Arrange students in groups of 2. Display the dot plots for all to see. Ask students to identify at least one thing they notice and at least one thing they wonder about the dot plots, and to give a signal when they have both. Give students 1 minute of quiet think time, and then 1 minute to discuss their observation and question with their partner. Follow with a whole-class discussion.

Invite students to share what they noticed and wondered. Record and display their responses for all to see. If possible, record the relevant reasoning on or near the image. After each response, ask the class if they agree or disagree and to explain alternative ways of thinking, referring back to the dot plots each time. Discuss:

• “Do you think the ages of the people at the first party are alike or different? What about the ages of the people at the second party?”
• “The MAD for both data sets is approximately 10.5 years. What does a MAD of 10.5 years tell us in this context?”
• “Is the MAD a useful description of variability in the first data set?

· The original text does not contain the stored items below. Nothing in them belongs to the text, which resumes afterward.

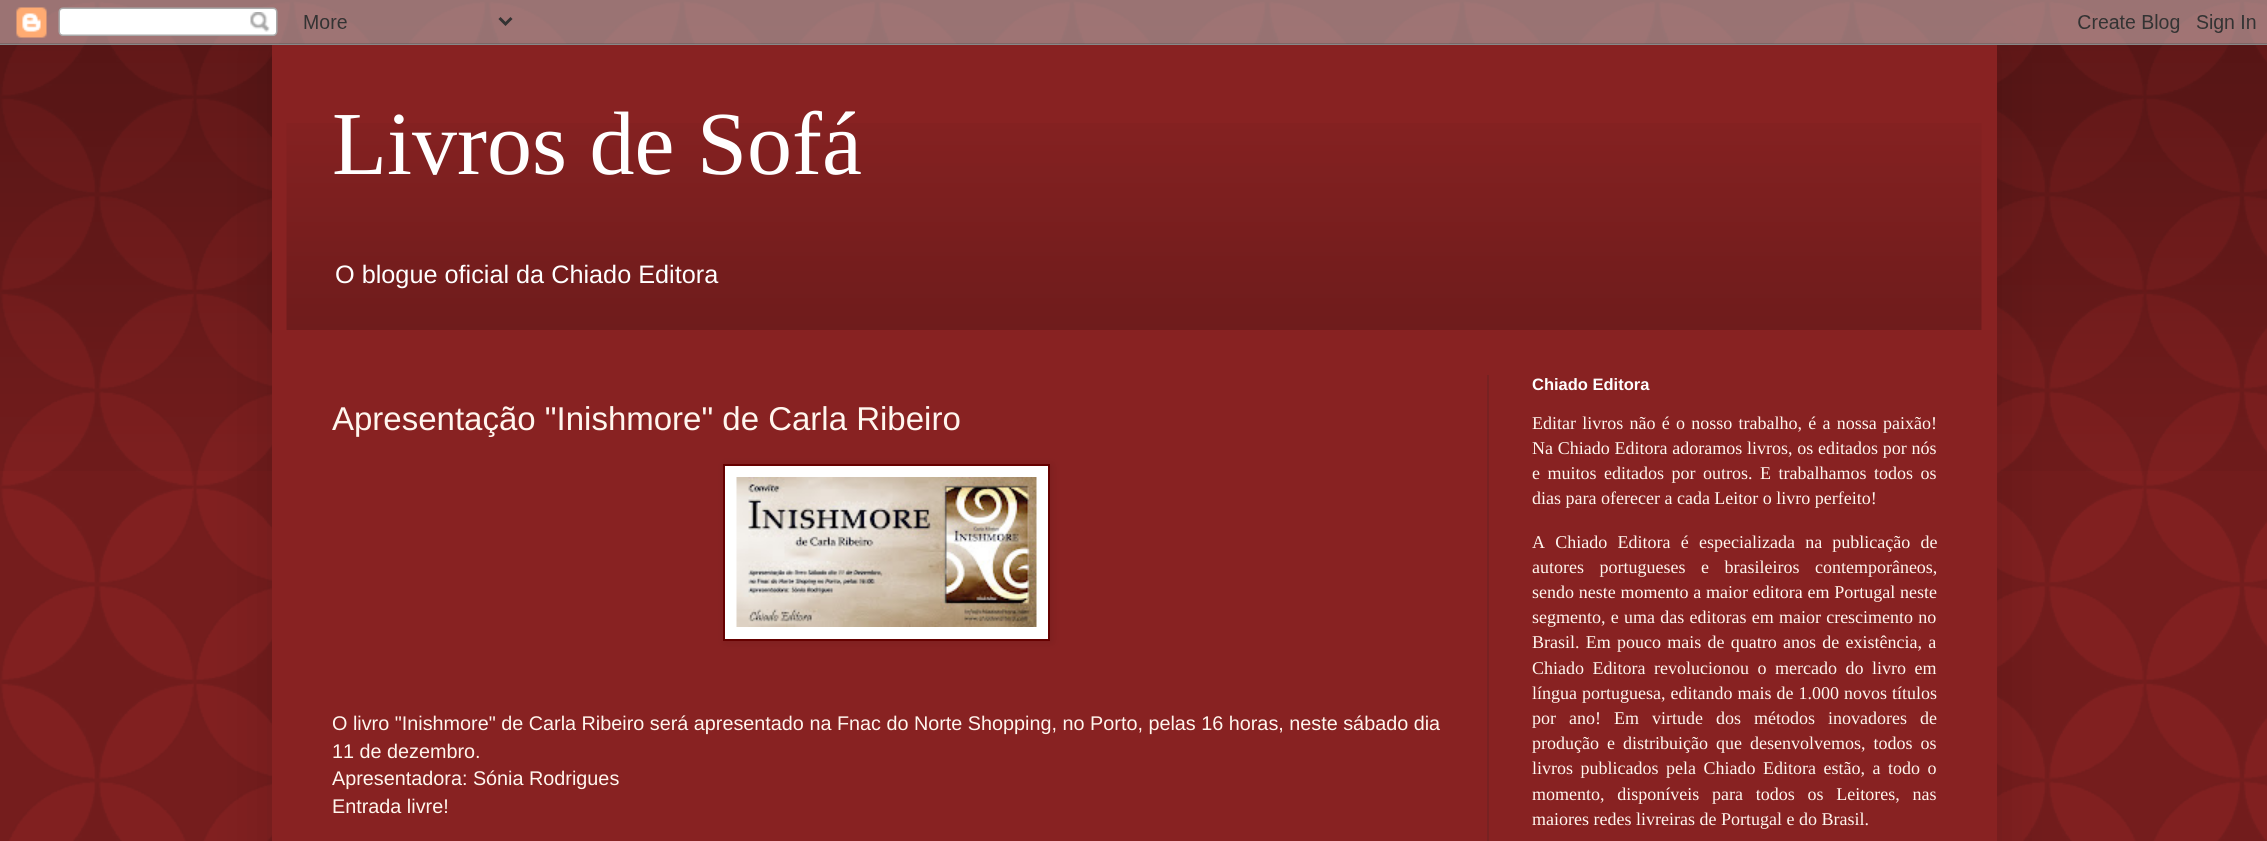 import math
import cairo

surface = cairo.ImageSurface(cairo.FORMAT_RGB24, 2267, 841)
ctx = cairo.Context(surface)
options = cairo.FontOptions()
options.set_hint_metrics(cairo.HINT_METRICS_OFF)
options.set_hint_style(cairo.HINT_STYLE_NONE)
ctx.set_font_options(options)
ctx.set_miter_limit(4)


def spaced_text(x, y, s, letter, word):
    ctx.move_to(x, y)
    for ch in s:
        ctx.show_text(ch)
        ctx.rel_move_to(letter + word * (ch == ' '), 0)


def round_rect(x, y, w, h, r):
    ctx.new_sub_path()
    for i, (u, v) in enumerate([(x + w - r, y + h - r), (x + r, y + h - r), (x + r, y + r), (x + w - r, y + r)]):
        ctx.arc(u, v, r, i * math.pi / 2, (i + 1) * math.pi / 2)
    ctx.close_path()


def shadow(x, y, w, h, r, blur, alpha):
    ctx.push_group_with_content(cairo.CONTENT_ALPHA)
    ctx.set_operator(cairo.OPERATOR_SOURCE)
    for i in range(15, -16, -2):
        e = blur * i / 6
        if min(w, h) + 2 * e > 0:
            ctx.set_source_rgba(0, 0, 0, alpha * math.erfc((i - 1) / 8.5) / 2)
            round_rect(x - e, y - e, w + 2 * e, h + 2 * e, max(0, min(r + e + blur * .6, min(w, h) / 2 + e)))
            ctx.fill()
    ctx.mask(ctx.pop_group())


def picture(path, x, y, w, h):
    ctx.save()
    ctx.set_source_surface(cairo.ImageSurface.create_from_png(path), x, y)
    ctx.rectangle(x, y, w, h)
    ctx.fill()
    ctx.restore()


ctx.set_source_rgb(0.533, 0.133, 0.133)
ctx.paint()
picture("img1.png", 0, 0, 2267, 841)
picture("img2.png", 0, 0, 2267, 471)
ctx.set_source_rgb(0, 0, 0)
shadow(272, 45, 1725, 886, 0, 30, 0.15)
picture("img3.png", 0, 0, 2267, 45)
ctx.set_source_rgb(0.533, 0.133, 0.133)
ctx.rectangle(272, 45, 1725, 796)
ctx.fill()
picture("img4.png", 286, 123, 1696, 207)
ctx.select_font_face("Liberation Serif")
ctx.set_font_size(90)
ctx.set_source_rgb(1, 1, 1)
ctx.move_to(332, 174)
ctx.show_text("Livros de Sofá")
ctx.select_font_face("Liberation Sans")
ctx.set_font_size(25.25)
ctx.move_to(335, 283)
ctx.show_text("O blogue oficial da Chiado Editora")
ctx.set_source_rgb(0.467, 0.133, 0.133)
ctx.rectangle(1487, 375, 2, 466)
ctx.fill()
ctx.set_font_size(33)
ctx.set_source_rgb(1, 0.961, 0.933)
ctx.move_to(332, 430)
ctx.show_text("Apresentação \"Inishmore\" de Carla Ribeiro")
ctx.set_source_rgb(0, 0, 0)
shadow(725, 465, 327, 177, 0, 4, 0.1)
ctx.set_source_rgb(1, 1, 1)
ctx.rectangle(724, 465, 325, 175)
ctx.fill_preserve()
ctx.set_source_rgb(0.4, 0, 0)
ctx.stroke()
picture("img5.png", 736, 477, 301, 150)
ctx.set_font_size(19.8)
ctx.set_source_rgb(1, 0.961, 0.933)
ctx.move_to(332, 730)
ctx.show_text("O livro \"Inishmore\" de Carla Ribeiro será apresentado na Fnac do Norte Shopping, no Porto, pelas 16 horas, neste sábado dia")
ctx.move_to(332, 758)
ctx.show_text("11 de dezembro.")
ctx.move_to(332, 785)
ctx.show_text("Apresentadora: Sónia Rodrigues")
ctx.move_to(332, 813)
ctx.show_text("Entrada livre!")
ctx.select_font_face("Liberation Sans", cairo.FONT_SLANT_NORMAL, cairo.FONT_WEIGHT_BOLD)
ctx.set_font_size(16.5)
ctx.set_source_rgb(1, 1, 1)
ctx.move_to(1532, 390)
ctx.show_text("Chiado Editora")
ctx.select_font_face("Liberation Serif")
ctx.set_font_size(18)
ctx.set_source_rgb(1, 0.961, 0.933)
spaced_text(1532, 429, "Editar livros não é o nosso trabalho, é a nossa paixão!", 0, 1.75)
spaced_text(1532, 454, "Na Chiado Editora adoramos livros, os editados por nós", 0, 0.25)
spaced_text(1532, 479, "e muitos editados por outros. E trabalhamos todos os", 0, 3)
ctx.move_to(1532, 504)
ctx.show_text("dias para oferecer a cada Leitor o livro perfeito!")
spaced_text(1532, 548, "A Chiado Editora é especializada na publicação de", 0, 5.75)
spaced_text(1532, 573, "autores portugueses e brasileiros contemporâneos,", 0, 11)
spaced_text(1532, 598, "sendo neste momento a maior editora em Portugal neste", 0, 0.25)
spaced_text(1532, 623, "segmento, e uma das editoras em maior crescimento no", 0, 0.75)
spaced_text(1532, 648, "Brasil. Em pouco mais de quatro anos de existência, a", 0, 1.75)
spaced_text(1532, 674, "Chiado Editora revolucionou o mercado do livro em", 0, 4)
spaced_text(1532, 699, "língua portuguesa, editando mais de 1.000 novos títulos", 0, 0.5)
spaced_text(1532, 724, "por ano! Em virtude dos métodos inovadores de", 0, 8.5)
spaced_text(1532, 749, "produção e distribuição que desenvolvemos, todos os", 0, 3.5)
spaced_text(1532, 774, "livros publicados pela Chiado Editora estão, a todo o", 0, 3)
spaced_text(1532, 800, "momento, disponíveis para todos os Leitores, nas", 0, 8.25)
ctx.move_to(1532, 825)
ctx.show_text("maiores redes livreiras de Portugal e do Brasil.")
surface.write_to_png("page.png")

What about in the second data set?”

Two key ideas to uncover here are:

• The MAD is a way to summarize variation from the mean, but the single number does not always tell us how the data are distributed.
• The same MAD could result from very different distributions.

If the key ideas above are not uncovered during discussion, be sure to highlight them.

This activity introduces students to the five-number summary and the process of identifying the five numbers. Students learn how to partition the data into four sets: using the median to decompose the data into upper and lower halves, and then finding the middle of each half to further decompose it into quarters. They learn that each value that decomposes the data into four parts is called a quartile, and the three quartiles are the first quartile (Q1), second quartile (Q2, or the median), and third quartile (Q3).  Together with the minimum and maximum values of the data set, the quartiles provide a five-number summary that can be used to describe a data set without listing or showing each data value. 

Students reason abstractly and quantitatively (MP2) as they identify and interpret the quartiles in the context of the situation given.

To allow more time for the synthesis, find the median together with the whole group. Then, assign half of the groups to find the 25th percentile and the other half to find the 75th percentile. After 2 minutes of group work time, ask a group from each half to share their results with the class.

During the synthesis, define and compute the range (\(42 - 7 = 35\)) and interquartile range (\(29 - 10.5 = 18.5\)) of the data.

Explain to students that they previously summarized variability by finding the MAD, which involves calculating the distance of each data point from the mean and then finding the average of those distances. Explain that we will now explore another way to describe variability and summarize the distribution of data. Instead of measuring how far away data points are from the mean, we will decompose a data set into four equal parts and use the markers that partition the data into quarters to summarize the spread of data.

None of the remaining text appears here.